*EXTRACTED ENTRIES*

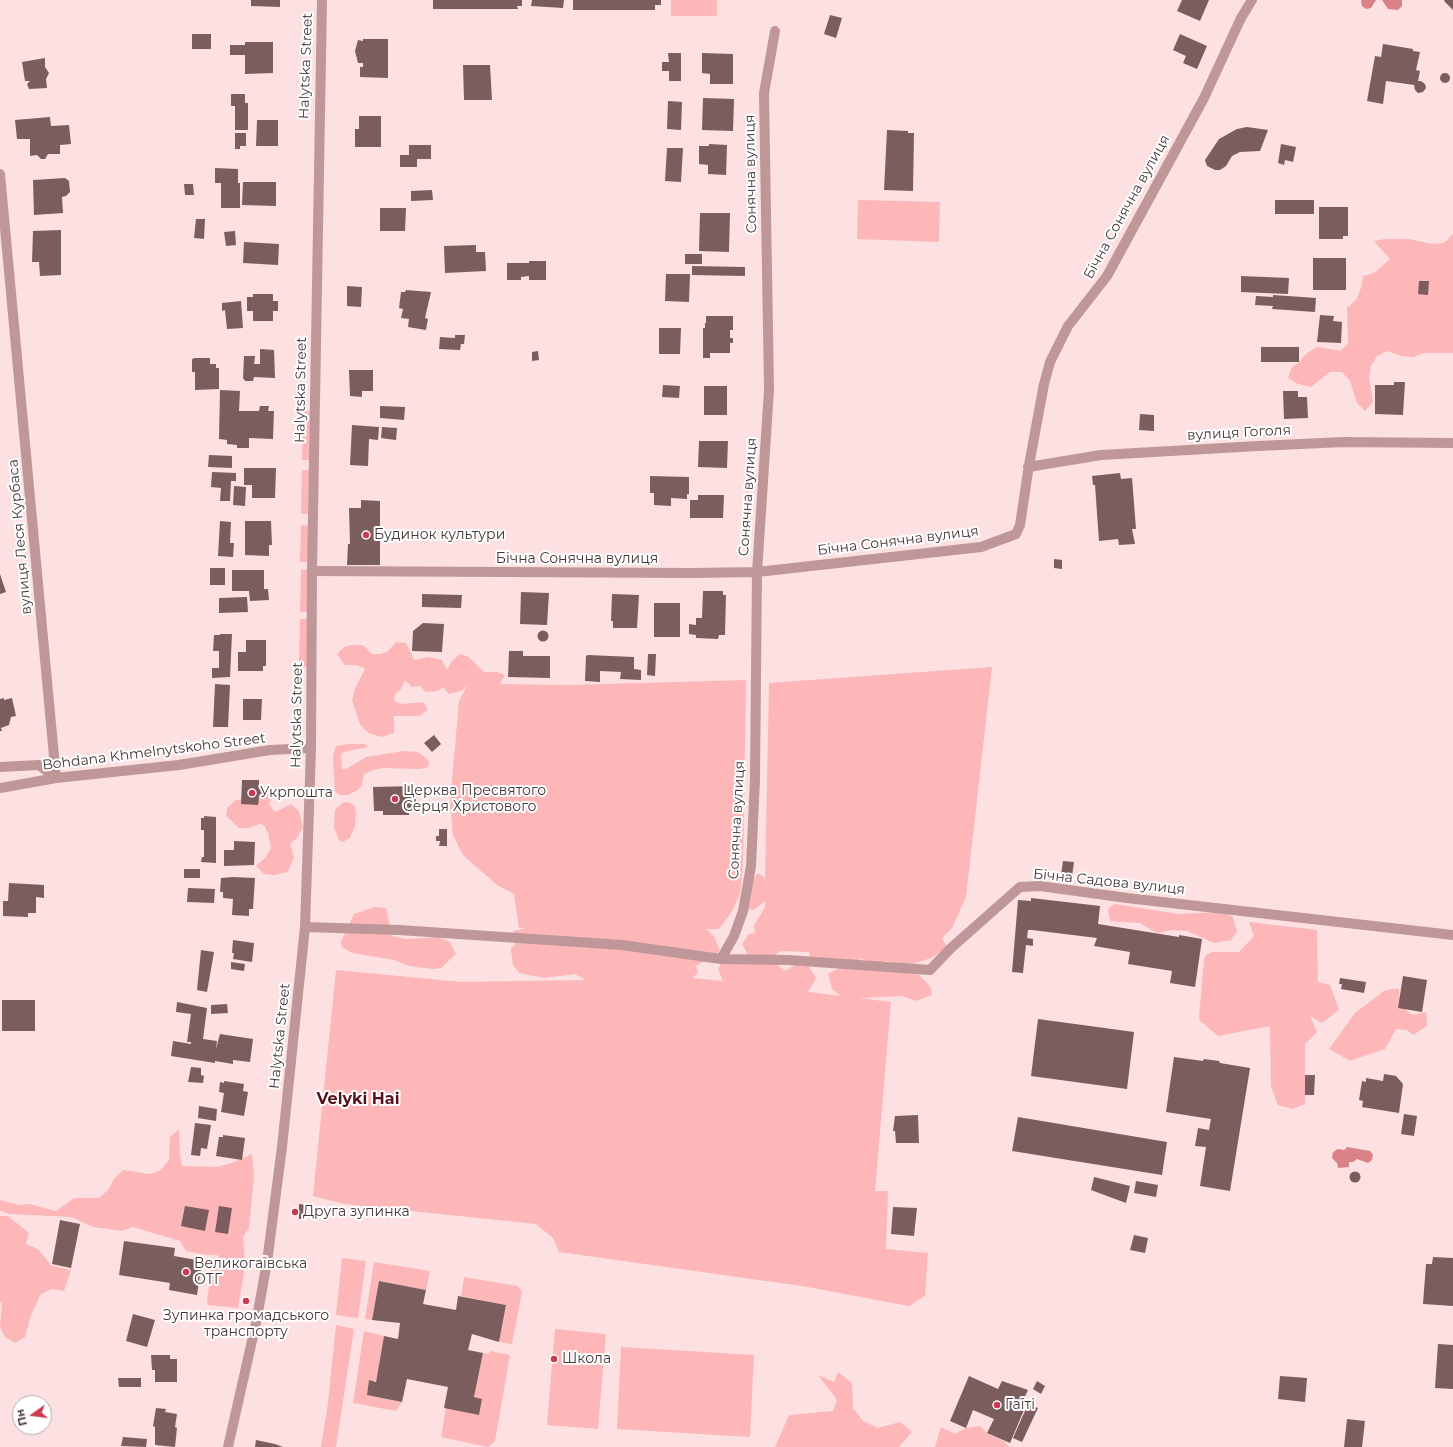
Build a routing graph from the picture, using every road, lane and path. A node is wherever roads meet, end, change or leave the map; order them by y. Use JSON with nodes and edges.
{"nodes":[{"id":1,"x":322,"y":0,"type":"edge"},
{"id":2,"x":1252,"y":0,"type":"edge"},
{"id":3,"x":775,"y":32,"type":"dead end"},
{"id":4,"x":0,"y":174,"type":"edge"},
{"id":5,"x":1453,"y":443,"type":"edge"},
{"id":6,"x":1028,"y":467,"type":"junction"},
{"id":7,"x":312,"y":571,"type":"junction"},
{"id":8,"x":757,"y":572,"type":"junction"},
{"id":9,"x":311,"y":748,"type":"junction"},
{"id":10,"x":0,"y":767,"type":"edge"},
{"id":11,"x":56,"y":778,"type":"junction"},
{"id":12,"x":0,"y":788,"type":"edge"},
{"id":13,"x":305,"y":927,"type":"junction"},
{"id":14,"x":1453,"y":935,"type":"edge"},
{"id":15,"x":721,"y":959,"type":"junction"},
{"id":16,"x":228,"y":1447,"type":"edge"}],
"edges":[{"from":1,"to":7,"type":"street","name":"Halytska Street"},
{"from":2,"to":6,"type":"street","name":"Бічна Сонячна вулиця"},
{"from":3,"to":8,"type":"street","name":"Сонячна вулиця"},
{"from":4,"to":11,"type":"street","name":"вулиця Леся Курбаса"},
{"from":5,"to":6,"type":"street","name":"вулиця Гоголя"},
{"from":6,"to":8,"type":"street","name":"Бічна Сонячна вулиця"},
{"from":7,"to":8,"type":"street","name":"Бічна Сонячна вулиця"},
{"from":7,"to":9,"type":"street","name":"Halytska Street"},
{"from":8,"to":15,"type":"street","name":"Сонячна вулиця"},
{"from":9,"to":11,"type":"street","name":"Bohdana Khmelnytskoho Street"},
{"from":9,"to":13,"type":"street","name":"Halytska Street"},
{"from":10,"to":11,"type":"street"},
{"from":11,"to":12,"type":"street","name":"Bohdana Khmelnytskoho Street"},
{"from":13,"to":15,"type":"street","name":"Бічна Садова вулиця"},
{"from":13,"to":16,"type":"street","name":"Halytska Street"},
{"from":14,"to":15,"type":"street","name":"Бічна Садова вулиця"}]}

*WHAT YOU HAVE TO DO*
The response must contain every line from the listing above in which the string "Сонячна" appears.

*EXERCISE RESULT*
{"from":2,"to":6,"type":"street","name":"Бічна Сонячна вулиця"},
{"from":3,"to":8,"type":"street","name":"Сонячна вулиця"},
{"from":6,"to":8,"type":"street","name":"Бічна Сонячна вулиця"},
{"from":7,"to":8,"type":"street","name":"Бічна Сонячна вулиця"},
{"from":8,"to":15,"type":"street","name":"Сонячна вулиця"},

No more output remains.